I was impressed how mobilenet enables to keep high accuracy while reducing CPU (or GPU/NPU) dependency by adapting few parameters where my questions sprouted.
I've noticed that in mobilenet official papers, there were two multipliers introduced: alpha and rho. I'll skip the explanation of both parameters.
I wonder what is each value of alpha and rho for the mobilenet for the newest PoseNet model. Also, I'm wondering if there is a guideline for parameters(especially alpha and rho) tuning, and how the values of both are set and validated before training the model.

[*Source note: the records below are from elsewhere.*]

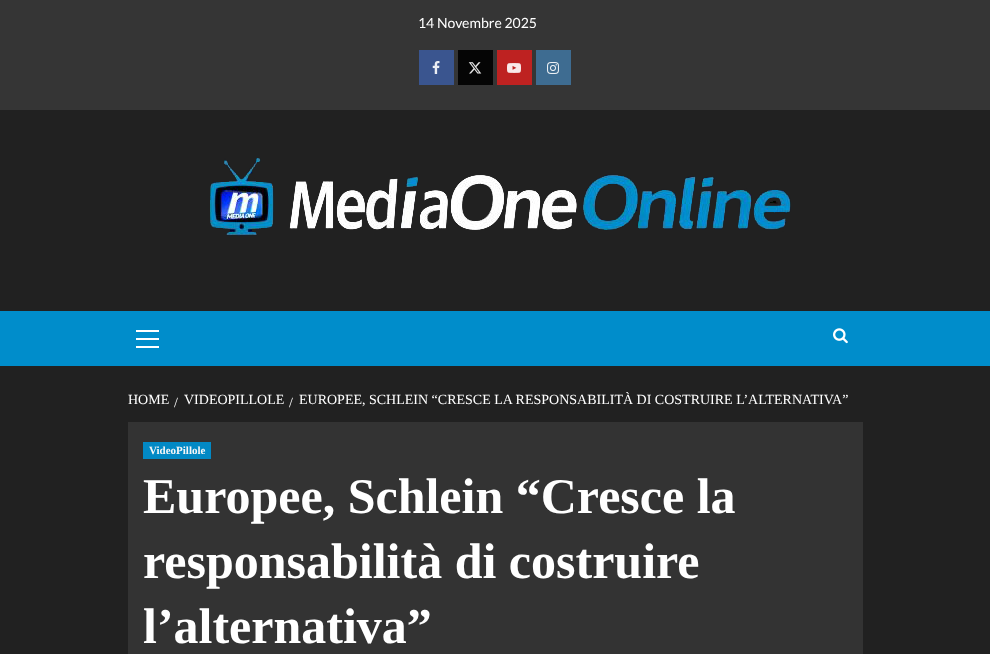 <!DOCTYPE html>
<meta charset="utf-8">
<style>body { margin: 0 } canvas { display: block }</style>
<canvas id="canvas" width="990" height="654"></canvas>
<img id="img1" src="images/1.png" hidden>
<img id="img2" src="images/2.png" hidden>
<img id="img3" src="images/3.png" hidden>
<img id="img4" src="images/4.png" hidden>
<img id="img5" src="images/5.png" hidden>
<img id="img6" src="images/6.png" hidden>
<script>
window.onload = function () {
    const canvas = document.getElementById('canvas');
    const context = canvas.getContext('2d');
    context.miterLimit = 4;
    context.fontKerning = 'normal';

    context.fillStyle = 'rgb(33, 33, 33)';
    context.fillRect(0, 0, 990, 654);
    context.fillStyle = 'rgb(53, 53, 53)';
    context.fillRect(0, 0, 990, 110);
    context.fillStyle = 'rgb(58, 85, 143)';
    context.fillRect(419, 50, 35, 35);
    context.drawImage(document.getElementById('img1'), 432, 61, 8, 13);
    context.fillStyle = 'rgb(5, 5, 5)';
    context.fillRect(458, 50, 35, 35);
    context.drawImage(document.getElementById('img2'), 468, 62, 14, 12);
    context.fillStyle = 'rgb(190, 34, 33)';
    context.fillRect(497, 50, 35, 35);
    context.drawImage(document.getElementById('img3'), 507, 63, 14, 10);
    context.fillStyle = 'rgb(62, 108, 145)';
    context.fillRect(536, 50, 35, 35);
    context.drawImage(document.getElementById('img4'), 547, 62, 12, 12);
    context.drawImage(document.getElementById('img5'), 210, 158, 581, 78);
    context.fillStyle = 'rgb(0, 141, 203)';
    context.fillRect(0, 311, 990, 55);
    context.fillStyle = 'rgb(255, 255, 255)';
    context.fillRect(136, 338, 23, 2);
    context.fillRect(136, 330, 23, 2);
    context.fillRect(136, 346, 23, 2);
    context.drawImage(document.getElementById('img6'), 833, 328, 15, 16);
    context.fillStyle = 'rgb(51, 51, 51)';
    context.fillRect(128, 422, 735, 232);
    context.fillStyle = 'rgb(2, 137, 197)';
    context.fillRect(143, 442, 68, 17);
    context.font = '14px Lato';
    context.fillStyle = 'rgb(255, 255, 255)';
    context.fillText('14 Novembre 2025', 418, 28);
    context.font = '14px Liberation Serif';
    context.fillText('HOME', 128, 404);
    context.fillText('/', 174, 407);
    context.fillText('VIDEOPILLOLE', 184, 404);
    context.fillText('/', 289, 407);
    context.fillText('EUROPEE, SCHLEIN “CRESCE LA RESPONSABILITÀ DI COSTRUIRE L’ALTERNATIVA”', 299, 404);
    context.font = 'bold 11px Liberation Serif';
    context.fillStyle = 'rgb(247, 247, 247)';
    context.fillText('VideoPillole', 149, 454);
    context.font = 'bold 50px Liberation Serif';
    context.fillStyle = 'rgb(255, 255, 255)';
    context.fillText('Europee, Schlein “Cresce la', 143, 513);
    context.fillText('responsabilità di costruire', 143, 578);
    context.fillText('l’alternativa”', 143, 643);
};
</script>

Like, if the selected value of alpha is 0.5, I wonder why the value is better than 0.75 or 0.25 .
My questions are:
The one in the https://www.tensorflow.org/lite/models/pose_estimation/overview uses alpha=1.0. The alpha multiplies number of input/output channels for each convolutions, and for alpha=1.0, first convolution layer has 32 channels. Nevertheless there are PoseNets with other backbones, which you can easily try from TF.js example. https://github.com/tensorflow/tfjs-models/tree/master/posenet
rho value is somewhat more theoretical, and in the original paper it says
In practice we implicitly set ρ by setting the input resolution.